A Little “Seeing Things” Challenge

Maybe your Thanksgiving will be quieter and/or less busy than it has been in other years. So, here’s my challenge, especially if you are feeling low: journal a list of 20 things you are grateful for that are specific to the year 2020. Try to focus on 20 things that have come to you this year or you have learned or experienced that you would not have were it not for the events of this year. This is not to diminish the real pain, turmoil, and loss we’ve collectively experienced. This is not to romanticize anything about a raging virus, the real inequities that have been made vividly clear, or the political turmoil we’ve endured. This is to take time to see where the pain, turmoil, and loss has cracked us open to new mercies. And how can those new mercies make us better people?

I’ve made it to eleven so far, and my original plan was to share them here, but many of them are too raw and personal to share online with my first and last name attached. I have to share a couple of examples, though, since I’m asking others to do it.
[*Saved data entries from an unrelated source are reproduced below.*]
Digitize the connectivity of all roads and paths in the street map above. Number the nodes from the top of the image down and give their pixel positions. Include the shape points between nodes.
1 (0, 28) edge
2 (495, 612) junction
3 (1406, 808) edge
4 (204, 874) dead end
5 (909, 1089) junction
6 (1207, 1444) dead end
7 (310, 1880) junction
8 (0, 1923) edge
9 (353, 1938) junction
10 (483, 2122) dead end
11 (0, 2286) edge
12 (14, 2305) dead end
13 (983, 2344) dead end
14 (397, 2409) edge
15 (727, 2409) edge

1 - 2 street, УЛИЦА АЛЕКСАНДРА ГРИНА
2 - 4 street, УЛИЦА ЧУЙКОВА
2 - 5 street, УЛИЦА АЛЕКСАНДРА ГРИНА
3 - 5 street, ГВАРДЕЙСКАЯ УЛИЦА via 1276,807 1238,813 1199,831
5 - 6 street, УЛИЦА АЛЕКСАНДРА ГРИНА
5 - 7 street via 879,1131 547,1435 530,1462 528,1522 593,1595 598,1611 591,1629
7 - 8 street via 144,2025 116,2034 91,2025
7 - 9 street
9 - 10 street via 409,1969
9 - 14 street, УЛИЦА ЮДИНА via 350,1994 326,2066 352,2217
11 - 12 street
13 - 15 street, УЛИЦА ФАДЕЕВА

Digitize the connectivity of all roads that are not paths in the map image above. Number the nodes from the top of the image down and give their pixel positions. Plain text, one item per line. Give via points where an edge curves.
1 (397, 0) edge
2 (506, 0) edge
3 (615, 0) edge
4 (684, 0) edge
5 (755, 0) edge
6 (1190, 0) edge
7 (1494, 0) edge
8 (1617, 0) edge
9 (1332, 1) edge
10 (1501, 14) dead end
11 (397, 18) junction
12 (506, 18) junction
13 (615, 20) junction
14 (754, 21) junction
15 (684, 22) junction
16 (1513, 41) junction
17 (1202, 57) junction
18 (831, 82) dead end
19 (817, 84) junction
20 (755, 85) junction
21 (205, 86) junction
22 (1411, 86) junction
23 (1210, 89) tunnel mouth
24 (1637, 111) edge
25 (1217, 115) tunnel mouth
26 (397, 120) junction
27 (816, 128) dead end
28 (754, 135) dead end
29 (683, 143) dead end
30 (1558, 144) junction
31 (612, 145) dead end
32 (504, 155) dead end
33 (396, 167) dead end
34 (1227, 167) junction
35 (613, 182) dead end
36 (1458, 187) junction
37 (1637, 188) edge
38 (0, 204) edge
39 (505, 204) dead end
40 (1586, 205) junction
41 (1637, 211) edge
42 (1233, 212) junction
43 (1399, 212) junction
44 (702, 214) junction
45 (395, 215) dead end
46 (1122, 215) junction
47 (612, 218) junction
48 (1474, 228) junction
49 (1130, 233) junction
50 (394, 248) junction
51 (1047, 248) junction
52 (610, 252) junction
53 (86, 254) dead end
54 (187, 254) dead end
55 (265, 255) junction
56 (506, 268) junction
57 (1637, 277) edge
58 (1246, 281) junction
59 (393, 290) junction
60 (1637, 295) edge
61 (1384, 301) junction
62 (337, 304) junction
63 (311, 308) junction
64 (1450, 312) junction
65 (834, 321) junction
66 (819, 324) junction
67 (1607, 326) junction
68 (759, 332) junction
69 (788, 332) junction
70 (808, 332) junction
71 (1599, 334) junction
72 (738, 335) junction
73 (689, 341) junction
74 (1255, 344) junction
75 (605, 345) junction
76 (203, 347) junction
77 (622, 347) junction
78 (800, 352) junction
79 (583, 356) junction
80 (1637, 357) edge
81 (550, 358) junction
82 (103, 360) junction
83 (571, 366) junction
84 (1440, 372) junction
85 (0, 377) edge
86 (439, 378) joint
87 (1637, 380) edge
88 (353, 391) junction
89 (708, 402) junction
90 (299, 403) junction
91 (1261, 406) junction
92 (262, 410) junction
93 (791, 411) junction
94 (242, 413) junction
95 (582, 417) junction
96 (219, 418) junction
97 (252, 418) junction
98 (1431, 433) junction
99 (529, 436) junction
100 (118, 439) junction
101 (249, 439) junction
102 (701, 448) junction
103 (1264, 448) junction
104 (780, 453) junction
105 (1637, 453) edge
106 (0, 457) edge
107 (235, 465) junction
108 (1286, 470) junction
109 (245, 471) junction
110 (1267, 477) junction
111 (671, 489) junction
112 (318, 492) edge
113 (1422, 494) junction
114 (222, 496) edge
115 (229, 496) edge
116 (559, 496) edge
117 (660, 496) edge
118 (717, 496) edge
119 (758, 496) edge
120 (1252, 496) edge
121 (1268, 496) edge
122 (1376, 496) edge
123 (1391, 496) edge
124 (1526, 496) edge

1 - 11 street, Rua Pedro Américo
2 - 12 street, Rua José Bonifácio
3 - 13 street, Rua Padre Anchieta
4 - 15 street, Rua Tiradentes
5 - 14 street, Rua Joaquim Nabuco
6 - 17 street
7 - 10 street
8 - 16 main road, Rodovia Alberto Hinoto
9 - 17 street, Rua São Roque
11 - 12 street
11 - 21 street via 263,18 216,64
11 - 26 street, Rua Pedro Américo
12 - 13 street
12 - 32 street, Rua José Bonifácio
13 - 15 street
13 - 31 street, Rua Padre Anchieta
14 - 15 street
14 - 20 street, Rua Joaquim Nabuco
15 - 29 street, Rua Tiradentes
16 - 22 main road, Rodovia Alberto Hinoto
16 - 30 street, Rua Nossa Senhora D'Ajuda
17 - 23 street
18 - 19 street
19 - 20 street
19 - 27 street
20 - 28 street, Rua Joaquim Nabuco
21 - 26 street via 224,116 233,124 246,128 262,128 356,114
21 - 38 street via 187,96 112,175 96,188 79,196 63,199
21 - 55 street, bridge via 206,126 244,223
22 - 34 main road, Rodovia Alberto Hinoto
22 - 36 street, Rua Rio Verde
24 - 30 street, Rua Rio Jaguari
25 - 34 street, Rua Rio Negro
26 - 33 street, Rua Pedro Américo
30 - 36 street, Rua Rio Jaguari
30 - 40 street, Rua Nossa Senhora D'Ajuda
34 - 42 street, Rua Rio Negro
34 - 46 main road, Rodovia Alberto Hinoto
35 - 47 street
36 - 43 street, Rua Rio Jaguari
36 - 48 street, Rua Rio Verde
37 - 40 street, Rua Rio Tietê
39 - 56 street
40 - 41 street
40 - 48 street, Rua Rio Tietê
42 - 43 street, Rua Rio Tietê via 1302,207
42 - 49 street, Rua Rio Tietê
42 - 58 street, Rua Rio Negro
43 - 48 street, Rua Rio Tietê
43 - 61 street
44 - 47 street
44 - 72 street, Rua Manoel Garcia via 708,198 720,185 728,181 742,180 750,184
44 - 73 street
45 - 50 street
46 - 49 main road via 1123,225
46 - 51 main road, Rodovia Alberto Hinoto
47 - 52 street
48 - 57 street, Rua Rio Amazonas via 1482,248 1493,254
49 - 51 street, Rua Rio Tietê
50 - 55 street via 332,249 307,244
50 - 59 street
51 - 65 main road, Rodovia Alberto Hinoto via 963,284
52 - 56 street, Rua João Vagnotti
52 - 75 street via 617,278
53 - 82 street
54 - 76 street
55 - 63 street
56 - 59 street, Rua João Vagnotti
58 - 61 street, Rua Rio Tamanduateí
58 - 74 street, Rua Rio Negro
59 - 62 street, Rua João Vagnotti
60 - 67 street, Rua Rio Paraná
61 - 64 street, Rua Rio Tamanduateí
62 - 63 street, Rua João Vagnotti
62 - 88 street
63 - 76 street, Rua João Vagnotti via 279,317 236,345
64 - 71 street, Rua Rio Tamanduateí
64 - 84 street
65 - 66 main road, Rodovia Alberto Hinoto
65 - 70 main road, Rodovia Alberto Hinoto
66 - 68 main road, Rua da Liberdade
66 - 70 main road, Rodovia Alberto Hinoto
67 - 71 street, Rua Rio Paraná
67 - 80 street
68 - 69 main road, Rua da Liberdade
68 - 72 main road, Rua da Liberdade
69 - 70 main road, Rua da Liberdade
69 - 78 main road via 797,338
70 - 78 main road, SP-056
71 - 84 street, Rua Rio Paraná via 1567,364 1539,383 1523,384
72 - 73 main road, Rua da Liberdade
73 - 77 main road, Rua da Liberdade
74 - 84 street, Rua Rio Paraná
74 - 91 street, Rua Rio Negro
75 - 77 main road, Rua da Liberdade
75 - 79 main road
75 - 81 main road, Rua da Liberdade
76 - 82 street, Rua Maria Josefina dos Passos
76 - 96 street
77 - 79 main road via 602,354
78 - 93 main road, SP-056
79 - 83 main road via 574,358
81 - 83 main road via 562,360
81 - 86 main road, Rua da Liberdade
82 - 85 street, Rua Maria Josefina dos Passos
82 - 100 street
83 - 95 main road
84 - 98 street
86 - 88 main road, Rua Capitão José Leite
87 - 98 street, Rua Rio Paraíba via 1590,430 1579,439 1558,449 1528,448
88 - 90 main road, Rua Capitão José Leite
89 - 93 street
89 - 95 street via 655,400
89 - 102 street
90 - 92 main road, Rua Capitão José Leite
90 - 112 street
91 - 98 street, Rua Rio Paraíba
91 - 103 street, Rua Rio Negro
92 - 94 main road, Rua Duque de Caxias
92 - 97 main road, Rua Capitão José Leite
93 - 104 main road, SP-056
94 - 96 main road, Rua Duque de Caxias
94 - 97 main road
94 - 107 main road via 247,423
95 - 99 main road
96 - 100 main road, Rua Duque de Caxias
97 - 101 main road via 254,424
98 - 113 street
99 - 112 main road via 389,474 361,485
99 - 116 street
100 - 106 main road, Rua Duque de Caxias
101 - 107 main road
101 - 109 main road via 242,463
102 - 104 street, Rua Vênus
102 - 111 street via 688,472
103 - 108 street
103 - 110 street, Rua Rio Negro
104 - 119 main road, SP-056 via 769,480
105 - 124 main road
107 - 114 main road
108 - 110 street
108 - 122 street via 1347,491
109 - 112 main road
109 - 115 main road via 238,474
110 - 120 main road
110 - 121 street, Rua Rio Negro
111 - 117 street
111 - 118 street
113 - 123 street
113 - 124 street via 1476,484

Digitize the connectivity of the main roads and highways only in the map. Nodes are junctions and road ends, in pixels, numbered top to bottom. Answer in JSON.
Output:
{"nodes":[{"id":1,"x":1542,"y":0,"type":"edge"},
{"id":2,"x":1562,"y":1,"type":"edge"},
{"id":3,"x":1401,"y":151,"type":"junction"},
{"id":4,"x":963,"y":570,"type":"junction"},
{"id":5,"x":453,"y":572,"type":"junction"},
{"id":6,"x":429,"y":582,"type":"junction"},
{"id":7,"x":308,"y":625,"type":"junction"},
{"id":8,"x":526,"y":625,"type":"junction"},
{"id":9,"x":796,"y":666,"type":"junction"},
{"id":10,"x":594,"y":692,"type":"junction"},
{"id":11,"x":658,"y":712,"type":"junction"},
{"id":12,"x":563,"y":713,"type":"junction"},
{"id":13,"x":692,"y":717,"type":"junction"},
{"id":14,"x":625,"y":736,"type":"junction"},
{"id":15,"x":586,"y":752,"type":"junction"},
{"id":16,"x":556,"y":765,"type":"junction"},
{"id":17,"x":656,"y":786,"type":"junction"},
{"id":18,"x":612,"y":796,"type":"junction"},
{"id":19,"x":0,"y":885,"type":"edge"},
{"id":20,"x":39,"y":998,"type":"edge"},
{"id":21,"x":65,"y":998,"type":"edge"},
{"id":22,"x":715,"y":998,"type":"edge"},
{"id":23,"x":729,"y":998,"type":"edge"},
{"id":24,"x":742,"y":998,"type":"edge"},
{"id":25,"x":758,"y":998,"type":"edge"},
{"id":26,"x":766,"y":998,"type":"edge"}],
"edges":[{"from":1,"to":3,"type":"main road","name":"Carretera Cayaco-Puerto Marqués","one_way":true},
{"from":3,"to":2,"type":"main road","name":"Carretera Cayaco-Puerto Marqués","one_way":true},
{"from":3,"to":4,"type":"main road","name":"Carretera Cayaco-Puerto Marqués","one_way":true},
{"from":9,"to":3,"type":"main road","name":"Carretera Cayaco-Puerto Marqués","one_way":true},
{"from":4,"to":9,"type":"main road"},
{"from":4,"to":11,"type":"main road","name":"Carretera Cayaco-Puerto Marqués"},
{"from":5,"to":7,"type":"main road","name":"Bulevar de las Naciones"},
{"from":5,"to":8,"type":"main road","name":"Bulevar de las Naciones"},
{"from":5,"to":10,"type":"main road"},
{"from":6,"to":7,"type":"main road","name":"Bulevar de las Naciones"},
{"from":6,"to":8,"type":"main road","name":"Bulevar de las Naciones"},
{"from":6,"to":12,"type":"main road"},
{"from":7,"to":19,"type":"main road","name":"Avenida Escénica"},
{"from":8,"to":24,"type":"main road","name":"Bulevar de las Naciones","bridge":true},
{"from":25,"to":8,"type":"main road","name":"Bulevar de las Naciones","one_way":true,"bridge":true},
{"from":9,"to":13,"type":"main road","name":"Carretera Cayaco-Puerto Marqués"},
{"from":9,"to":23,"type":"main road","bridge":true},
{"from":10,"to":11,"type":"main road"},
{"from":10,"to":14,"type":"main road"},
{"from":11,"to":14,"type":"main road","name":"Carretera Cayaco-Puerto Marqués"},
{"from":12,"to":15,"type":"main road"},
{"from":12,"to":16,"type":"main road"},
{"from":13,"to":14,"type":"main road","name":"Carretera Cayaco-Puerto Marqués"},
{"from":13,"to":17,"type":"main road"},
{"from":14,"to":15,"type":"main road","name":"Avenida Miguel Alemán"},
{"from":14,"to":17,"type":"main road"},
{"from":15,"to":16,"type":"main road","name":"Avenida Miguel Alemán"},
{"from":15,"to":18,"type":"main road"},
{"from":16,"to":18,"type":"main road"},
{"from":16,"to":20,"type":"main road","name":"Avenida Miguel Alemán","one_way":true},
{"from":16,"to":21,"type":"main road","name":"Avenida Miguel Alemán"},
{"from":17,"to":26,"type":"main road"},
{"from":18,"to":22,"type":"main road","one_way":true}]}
My list ranges from “small” things like Click List at Kroger (which I was regretfully pretty judgey and eye-rolly about when it came out a couple of years ago only to be delighted that the mechanism was nicely in place when I needed it!) to more brutal things like the example below:

Number 9: Humiliation. This year came to bring all of us to a lowered place. We had a few options in responding: to kick and scream and object to anything we perceived as loss, to ruefully adjust and grumble and whine, or to be taken low, to let go, to see things anew. The pandemic showed me how little control I have. I couldn’t find any way to solve things or help besides staying home. The voices of Black people, Indigenous people, and People of Color came bringing Truth in a time where I could not distract myself from the shame. More generally, I have seen houses built upon the sand go sliding away in every direction. It’s not been just humbling. It’s been humiliating. But I’m grateful for it because denial and repentance cannot coexist. There’s so far still to go, but I know these things now: I don’t want to ignorantly see things through cultural lenses. I don’t want historical myths to cloud my heart. I want to see things clearly. I want to see things from down on the ground, aching and muddy. I don’t want to love half-way. I want to love like my God does, the God who came by way of bloody human birth, who spit and rubbed sight into a man’s eyes, who held up mirrors to the powerful and was murdered for it. I don’t want to turn from the reflection he shows me. I want to recognize I’m more Zacchaeus than the poor people he exploited. I want to come down like Zacchaeus, to make changes and make things right. It takes this humbling humiliation.

The list will hurt. It will take a while. But I think we owe it to ourselves and to this weary world to shift perspectives. We still have a ways to go before any of this gets better. For myself, I hope by making the choice today to look for mercies, to look for where the scars of my pruning may blossom into a more fruitful tomorrow, that I may offer a better version of myself to the world.